▶ _Task details_: Which lines in the data below contain the string "Hans"? Show each one.
⟨
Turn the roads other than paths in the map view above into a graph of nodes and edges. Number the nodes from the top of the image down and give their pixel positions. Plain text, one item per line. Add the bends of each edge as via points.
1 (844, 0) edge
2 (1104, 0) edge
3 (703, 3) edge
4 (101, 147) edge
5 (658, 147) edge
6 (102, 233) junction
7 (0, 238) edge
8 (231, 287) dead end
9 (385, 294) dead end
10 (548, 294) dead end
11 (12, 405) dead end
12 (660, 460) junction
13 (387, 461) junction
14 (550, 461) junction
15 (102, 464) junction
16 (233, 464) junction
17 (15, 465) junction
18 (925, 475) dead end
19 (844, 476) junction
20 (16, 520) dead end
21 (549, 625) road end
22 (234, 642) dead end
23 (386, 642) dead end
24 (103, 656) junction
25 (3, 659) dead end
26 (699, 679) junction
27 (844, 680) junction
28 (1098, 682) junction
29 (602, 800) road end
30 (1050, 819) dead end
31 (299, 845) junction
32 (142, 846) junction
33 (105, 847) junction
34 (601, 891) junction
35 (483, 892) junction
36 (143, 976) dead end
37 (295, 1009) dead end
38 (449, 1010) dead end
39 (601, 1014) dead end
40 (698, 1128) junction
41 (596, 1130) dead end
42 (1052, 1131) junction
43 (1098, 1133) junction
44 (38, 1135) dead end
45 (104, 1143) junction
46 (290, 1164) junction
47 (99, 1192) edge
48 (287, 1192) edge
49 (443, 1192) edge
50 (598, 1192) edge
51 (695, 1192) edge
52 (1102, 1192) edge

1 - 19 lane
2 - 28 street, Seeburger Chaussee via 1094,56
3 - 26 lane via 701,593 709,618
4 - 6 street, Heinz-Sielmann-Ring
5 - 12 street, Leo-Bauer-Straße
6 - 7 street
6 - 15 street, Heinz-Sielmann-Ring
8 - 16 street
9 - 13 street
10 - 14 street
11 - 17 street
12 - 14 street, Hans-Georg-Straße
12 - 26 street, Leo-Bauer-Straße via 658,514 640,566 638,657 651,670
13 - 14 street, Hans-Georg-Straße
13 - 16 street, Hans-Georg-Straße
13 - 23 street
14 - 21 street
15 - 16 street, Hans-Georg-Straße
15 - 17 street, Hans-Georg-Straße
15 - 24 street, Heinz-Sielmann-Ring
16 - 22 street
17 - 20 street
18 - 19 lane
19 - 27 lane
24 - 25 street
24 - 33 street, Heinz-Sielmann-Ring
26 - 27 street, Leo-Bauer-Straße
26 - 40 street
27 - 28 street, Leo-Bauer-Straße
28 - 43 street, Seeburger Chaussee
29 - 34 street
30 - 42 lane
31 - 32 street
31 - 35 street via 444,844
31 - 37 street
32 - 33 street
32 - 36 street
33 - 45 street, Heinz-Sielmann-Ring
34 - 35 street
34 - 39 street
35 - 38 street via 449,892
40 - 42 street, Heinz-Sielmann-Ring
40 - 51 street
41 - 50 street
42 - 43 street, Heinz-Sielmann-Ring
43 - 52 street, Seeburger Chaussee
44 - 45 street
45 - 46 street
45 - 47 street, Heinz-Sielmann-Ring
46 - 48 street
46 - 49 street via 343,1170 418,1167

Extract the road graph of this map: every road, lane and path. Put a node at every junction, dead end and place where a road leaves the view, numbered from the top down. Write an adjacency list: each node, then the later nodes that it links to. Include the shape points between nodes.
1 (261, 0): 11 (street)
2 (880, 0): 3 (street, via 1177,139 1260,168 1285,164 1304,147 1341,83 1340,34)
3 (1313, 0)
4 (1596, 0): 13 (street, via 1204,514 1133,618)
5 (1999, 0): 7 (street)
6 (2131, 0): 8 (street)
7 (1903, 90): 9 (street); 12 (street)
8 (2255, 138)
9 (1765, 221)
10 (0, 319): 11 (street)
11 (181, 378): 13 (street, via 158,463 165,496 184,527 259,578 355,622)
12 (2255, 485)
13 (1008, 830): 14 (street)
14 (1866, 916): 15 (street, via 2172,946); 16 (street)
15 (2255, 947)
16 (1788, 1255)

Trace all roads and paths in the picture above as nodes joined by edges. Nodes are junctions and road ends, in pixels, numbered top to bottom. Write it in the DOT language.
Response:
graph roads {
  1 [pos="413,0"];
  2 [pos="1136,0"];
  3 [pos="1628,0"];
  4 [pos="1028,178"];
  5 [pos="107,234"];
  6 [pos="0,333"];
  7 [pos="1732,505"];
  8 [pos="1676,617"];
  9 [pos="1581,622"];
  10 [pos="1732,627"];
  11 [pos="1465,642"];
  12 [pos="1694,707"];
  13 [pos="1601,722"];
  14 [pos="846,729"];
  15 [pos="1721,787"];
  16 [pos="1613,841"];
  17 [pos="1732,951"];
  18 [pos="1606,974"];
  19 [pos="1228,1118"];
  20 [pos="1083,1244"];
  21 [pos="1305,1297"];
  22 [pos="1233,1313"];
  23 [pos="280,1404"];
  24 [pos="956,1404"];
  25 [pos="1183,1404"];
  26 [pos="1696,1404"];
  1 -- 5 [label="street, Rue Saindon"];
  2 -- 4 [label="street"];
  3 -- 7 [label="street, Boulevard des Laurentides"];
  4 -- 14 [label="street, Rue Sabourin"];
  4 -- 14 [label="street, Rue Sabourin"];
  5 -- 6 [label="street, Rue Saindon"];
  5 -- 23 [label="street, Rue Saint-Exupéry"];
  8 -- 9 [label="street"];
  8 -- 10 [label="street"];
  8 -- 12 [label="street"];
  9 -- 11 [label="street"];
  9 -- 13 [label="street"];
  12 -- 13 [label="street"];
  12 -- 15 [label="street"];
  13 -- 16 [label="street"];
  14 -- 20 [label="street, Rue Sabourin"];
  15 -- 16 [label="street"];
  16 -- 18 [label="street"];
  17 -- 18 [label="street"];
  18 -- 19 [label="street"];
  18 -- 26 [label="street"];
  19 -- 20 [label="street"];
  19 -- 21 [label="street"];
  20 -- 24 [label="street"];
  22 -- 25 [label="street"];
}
⟩
▶ _Task output_:
12 - 14 street, Hans-Georg-Straße
13 - 14 street, Hans-Georg-Straße
13 - 16 street, Hans-Georg-Straße
15 - 16 street, Hans-Georg-Straße
15 - 17 street, Hans-Georg-Straße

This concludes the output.